> WHAT NEEDS TO BE DONE: Hunt through the lines below for the string "Freeway" and copy each one that has it.

Records from a data source:
● ● ●

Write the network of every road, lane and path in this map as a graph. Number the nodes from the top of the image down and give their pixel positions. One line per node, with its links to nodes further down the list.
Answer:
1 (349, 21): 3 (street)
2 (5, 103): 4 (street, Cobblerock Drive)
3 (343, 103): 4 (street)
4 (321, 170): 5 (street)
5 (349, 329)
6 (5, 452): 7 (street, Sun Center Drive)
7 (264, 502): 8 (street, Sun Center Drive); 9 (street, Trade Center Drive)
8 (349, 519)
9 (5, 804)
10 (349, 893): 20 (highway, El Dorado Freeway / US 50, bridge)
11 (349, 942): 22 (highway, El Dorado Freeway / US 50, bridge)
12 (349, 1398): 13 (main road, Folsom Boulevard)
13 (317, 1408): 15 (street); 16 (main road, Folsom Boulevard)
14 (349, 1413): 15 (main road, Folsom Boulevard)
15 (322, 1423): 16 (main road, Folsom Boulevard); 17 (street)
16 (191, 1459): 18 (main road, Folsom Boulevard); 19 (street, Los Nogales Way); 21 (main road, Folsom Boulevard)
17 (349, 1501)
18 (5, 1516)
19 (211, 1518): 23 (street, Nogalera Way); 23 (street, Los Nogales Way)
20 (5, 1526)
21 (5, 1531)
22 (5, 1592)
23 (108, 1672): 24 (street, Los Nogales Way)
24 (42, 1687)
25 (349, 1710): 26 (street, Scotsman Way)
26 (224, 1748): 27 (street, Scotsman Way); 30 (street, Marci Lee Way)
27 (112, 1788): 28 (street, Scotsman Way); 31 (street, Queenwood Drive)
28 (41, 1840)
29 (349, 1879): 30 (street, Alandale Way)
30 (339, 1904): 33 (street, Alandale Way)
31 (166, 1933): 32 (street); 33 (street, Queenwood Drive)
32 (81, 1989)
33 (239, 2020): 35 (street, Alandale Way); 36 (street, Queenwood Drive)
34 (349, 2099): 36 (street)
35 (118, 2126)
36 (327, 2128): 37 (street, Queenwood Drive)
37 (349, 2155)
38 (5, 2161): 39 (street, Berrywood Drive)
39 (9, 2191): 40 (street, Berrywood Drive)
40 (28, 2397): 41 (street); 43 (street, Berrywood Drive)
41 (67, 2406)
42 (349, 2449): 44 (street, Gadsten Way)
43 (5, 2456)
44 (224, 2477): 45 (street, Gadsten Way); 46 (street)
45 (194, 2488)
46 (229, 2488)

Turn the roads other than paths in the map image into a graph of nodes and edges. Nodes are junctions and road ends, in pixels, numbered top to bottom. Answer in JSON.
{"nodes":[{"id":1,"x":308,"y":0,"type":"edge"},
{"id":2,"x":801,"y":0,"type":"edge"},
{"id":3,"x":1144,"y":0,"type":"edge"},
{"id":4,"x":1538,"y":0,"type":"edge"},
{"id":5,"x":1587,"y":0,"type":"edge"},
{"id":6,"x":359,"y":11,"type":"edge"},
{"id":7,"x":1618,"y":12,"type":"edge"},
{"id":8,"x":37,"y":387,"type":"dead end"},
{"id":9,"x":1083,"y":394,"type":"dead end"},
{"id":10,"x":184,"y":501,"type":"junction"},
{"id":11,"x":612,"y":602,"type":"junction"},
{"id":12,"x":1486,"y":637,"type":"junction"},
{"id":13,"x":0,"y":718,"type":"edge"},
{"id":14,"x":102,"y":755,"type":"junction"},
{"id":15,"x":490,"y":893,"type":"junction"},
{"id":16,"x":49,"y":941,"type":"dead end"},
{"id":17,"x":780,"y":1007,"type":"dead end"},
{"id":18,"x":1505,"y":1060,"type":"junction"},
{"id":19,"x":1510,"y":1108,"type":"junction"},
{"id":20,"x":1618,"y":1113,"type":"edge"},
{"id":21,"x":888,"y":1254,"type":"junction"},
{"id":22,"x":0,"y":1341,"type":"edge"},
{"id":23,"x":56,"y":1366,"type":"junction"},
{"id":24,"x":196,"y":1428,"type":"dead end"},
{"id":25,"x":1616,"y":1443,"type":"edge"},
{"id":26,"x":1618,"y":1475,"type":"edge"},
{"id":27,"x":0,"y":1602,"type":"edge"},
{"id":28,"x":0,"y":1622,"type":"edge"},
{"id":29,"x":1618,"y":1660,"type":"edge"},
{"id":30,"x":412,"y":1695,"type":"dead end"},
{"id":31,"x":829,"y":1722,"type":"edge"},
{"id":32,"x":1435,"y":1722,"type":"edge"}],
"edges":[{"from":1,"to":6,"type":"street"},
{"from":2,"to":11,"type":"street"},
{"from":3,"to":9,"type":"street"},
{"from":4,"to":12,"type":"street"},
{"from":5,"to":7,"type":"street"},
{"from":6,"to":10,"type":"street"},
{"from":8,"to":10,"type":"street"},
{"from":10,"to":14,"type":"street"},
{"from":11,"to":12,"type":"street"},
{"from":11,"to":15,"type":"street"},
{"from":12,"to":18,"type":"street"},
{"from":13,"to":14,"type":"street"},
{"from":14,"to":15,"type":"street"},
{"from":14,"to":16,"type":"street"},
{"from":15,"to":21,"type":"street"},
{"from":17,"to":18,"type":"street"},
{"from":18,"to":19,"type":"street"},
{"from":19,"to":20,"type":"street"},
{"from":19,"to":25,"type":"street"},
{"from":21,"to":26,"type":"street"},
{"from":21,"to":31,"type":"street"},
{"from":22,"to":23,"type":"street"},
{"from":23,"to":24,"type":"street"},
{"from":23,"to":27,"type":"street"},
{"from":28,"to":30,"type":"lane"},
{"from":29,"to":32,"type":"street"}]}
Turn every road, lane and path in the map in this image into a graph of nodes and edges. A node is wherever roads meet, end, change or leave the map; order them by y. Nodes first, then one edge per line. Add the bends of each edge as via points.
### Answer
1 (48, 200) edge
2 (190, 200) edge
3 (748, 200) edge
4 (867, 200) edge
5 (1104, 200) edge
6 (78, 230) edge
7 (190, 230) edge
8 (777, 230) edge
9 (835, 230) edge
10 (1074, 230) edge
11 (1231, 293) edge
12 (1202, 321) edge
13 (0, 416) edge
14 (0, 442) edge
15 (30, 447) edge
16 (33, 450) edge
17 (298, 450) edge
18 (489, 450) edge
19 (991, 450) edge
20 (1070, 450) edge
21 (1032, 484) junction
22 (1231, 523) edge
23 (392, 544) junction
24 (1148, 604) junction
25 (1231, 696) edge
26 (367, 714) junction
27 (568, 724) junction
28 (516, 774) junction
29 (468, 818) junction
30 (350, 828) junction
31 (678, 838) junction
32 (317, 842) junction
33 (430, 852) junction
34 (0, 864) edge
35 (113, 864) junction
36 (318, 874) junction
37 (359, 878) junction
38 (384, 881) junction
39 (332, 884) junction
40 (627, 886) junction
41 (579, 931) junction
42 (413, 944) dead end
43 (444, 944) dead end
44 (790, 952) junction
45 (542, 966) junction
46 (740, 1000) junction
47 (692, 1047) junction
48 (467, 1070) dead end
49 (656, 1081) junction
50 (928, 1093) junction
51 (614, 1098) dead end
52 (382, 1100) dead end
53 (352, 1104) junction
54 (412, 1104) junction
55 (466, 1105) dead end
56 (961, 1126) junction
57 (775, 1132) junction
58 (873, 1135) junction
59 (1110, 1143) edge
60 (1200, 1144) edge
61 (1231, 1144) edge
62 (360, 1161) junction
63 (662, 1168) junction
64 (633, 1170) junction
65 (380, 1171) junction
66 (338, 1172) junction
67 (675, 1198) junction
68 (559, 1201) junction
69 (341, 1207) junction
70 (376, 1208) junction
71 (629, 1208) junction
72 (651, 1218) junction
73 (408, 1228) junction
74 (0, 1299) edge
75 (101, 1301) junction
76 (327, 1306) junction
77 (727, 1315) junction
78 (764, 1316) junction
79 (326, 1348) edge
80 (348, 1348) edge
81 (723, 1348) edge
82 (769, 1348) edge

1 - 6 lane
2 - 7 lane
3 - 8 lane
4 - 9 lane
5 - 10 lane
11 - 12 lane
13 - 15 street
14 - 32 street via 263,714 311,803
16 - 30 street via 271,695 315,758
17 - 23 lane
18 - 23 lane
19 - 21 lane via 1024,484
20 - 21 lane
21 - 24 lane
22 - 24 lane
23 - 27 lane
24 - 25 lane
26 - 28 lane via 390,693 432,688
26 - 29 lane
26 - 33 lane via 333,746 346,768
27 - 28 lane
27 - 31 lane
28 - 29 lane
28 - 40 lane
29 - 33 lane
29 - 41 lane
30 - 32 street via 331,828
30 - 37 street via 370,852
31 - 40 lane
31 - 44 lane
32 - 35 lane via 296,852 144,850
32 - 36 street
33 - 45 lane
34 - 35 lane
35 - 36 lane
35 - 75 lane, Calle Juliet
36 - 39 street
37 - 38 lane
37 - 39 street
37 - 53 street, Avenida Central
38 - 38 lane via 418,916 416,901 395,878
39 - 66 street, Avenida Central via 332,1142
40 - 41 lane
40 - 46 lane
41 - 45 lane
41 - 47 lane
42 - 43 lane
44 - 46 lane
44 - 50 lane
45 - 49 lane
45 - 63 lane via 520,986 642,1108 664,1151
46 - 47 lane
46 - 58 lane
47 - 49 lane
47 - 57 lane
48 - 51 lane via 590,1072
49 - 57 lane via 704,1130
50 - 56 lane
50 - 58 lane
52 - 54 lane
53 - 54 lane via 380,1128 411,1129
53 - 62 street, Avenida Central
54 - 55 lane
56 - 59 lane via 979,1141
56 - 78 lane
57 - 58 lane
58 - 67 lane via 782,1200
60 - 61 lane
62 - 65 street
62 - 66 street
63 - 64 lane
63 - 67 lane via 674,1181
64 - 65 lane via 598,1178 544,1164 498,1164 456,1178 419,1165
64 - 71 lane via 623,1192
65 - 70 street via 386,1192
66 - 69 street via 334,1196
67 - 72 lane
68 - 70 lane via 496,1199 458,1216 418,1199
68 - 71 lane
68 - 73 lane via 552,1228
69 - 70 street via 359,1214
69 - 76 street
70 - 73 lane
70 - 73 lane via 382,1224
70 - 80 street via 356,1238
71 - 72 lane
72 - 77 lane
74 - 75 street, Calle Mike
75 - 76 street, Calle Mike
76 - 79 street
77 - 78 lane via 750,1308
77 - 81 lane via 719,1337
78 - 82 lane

● ● ●

> TASK RESULT:
10 (349, 893): 20 (highway, El Dorado Freeway / US 50, bridge)
11 (349, 942): 22 (highway, El Dorado Freeway / US 50, bridge)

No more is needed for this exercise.